AOK-Familienstudie 2014

Stress macht Eltern zu schaffen

Die AOK-Familienstudie zeigt: Den meisten Eltern und Kindern in Deutschland geht es gut und sie fühlen sich gesund. Eine wichtige Einschränkung gibt es aber.

Von Taina Ebert-Rall Veröffentlicht:

BERLIN. Bereits zum dritten Mal hat die AOK im Rahmen ihrer Initiative "Gesunde Kinder, gesunde Zukunft" jetzt eine Familienstudie vorgelegt, die die Gesundheit von Familien und deren Bedürfnisse erfasst sowie Empfehlungen für ein gesünderes Leben mit Kindern gibt.

Sie zeigt, dass die Gesundheit der Kinder maßgeblich von der Gesundheit und den Lebensumständen ihrer Eltern abhängt.

Insgesamt stimmen die Ergebnisse der Familienstudie 2014 positiv. Zwei Drittel der befragten Eltern (67 Prozent) beschreiben ihren allgemeinen Gesundheitszustand als gut oder sehr gut. Körperlich, finanziell, psychisch und in der Partnerschaft geht es Eltern demnach besser als in der vorangegangenen Studie aus dem Jahr 2010 erhoben.

Ein Wermutstropfen ist der Faktor Zeit. Fast die Hälfte (46 Prozent) aller befragten Eltern nannten Zeitprobleme als die größte Alltagslast. Damit stieg dieser Wert im Vergleich zum Ergebnis von 2010 (41 Prozent) deutlich an.

Insgesamt wird die Vereinbarkeit von Familie und Beruf weiter als tägliche Herausforderung mit immensem Koordinationsaufwand erlebt. In besonderem Maß trifft das Alleinerziehende.

Positiver Effekt flexibler Arbeitszeiten

Die Studie gibt aber auch Hinweise darauf, wie Familien die Belastung durch Zeitprobleme in den Griff bekommen können und was der Gesundheit von Familien gut tut.
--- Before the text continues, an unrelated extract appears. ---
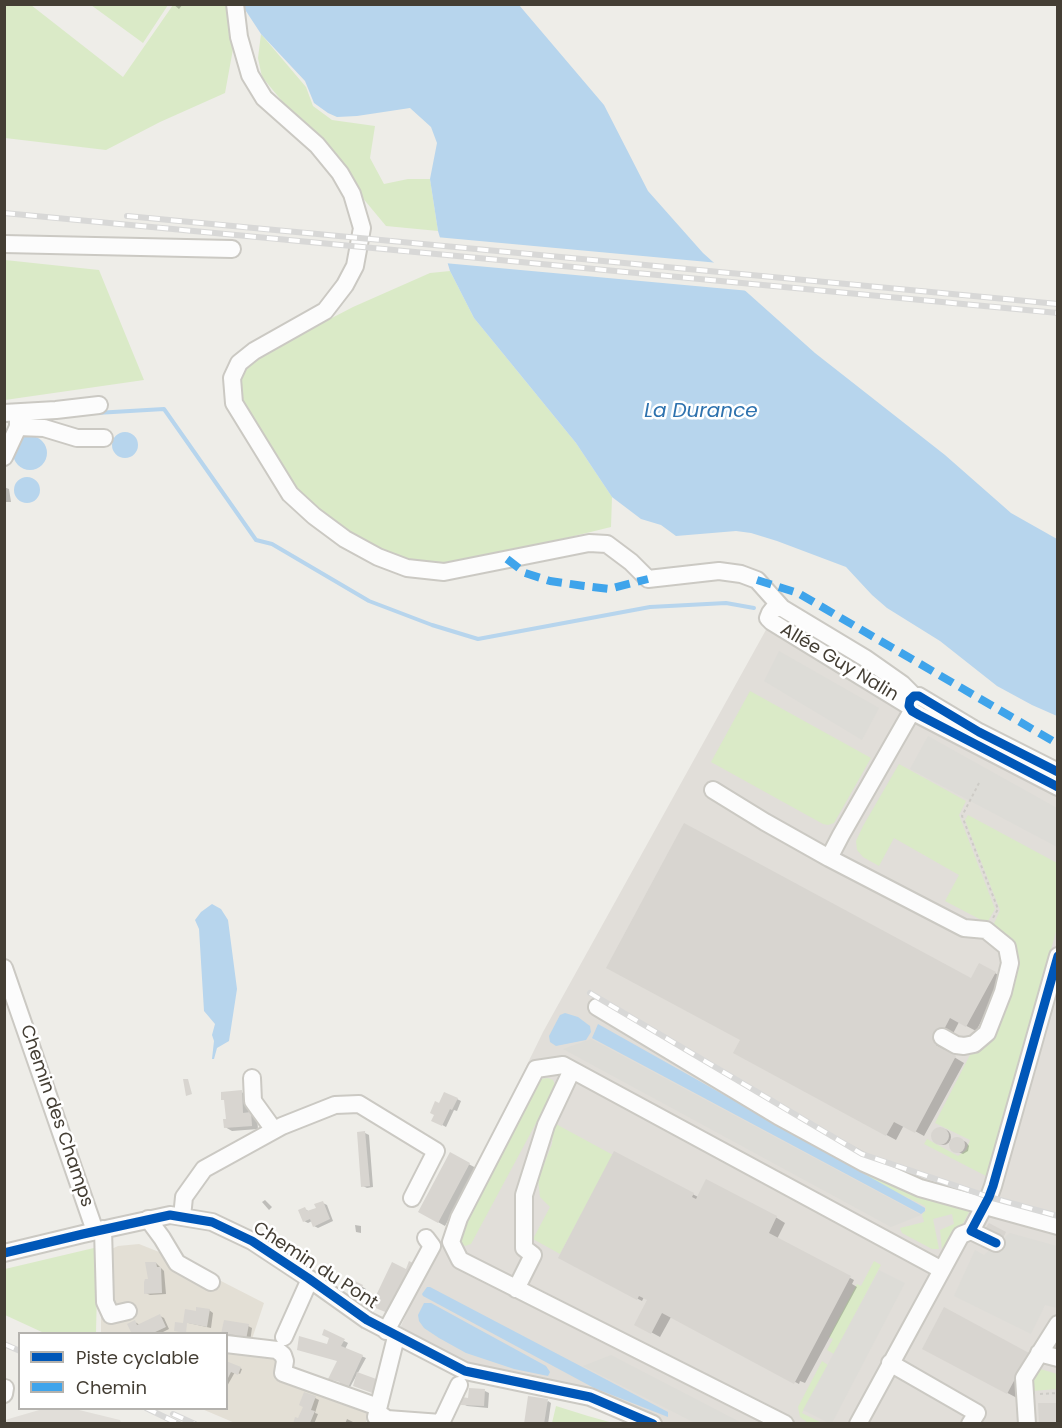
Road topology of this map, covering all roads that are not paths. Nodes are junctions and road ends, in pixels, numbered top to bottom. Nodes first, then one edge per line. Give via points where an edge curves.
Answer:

So weisen Eltern mit flexiblen Arbeitszeiten und verlässlicher Kinderbetreuung einen besseren Gesundheitszustand auf; auch haben deren Kinder weniger gesundheitliche Beschwerden.

Und die Studie erinnert daran, wie wichtig die gemeinsame Mahlzeit, das gemeinsame Gespräch oder die Familienunternehmung sind. Es sind vor allem diese kleinen Klassiker, die für einen gesunden Familienrhythmus sorgen.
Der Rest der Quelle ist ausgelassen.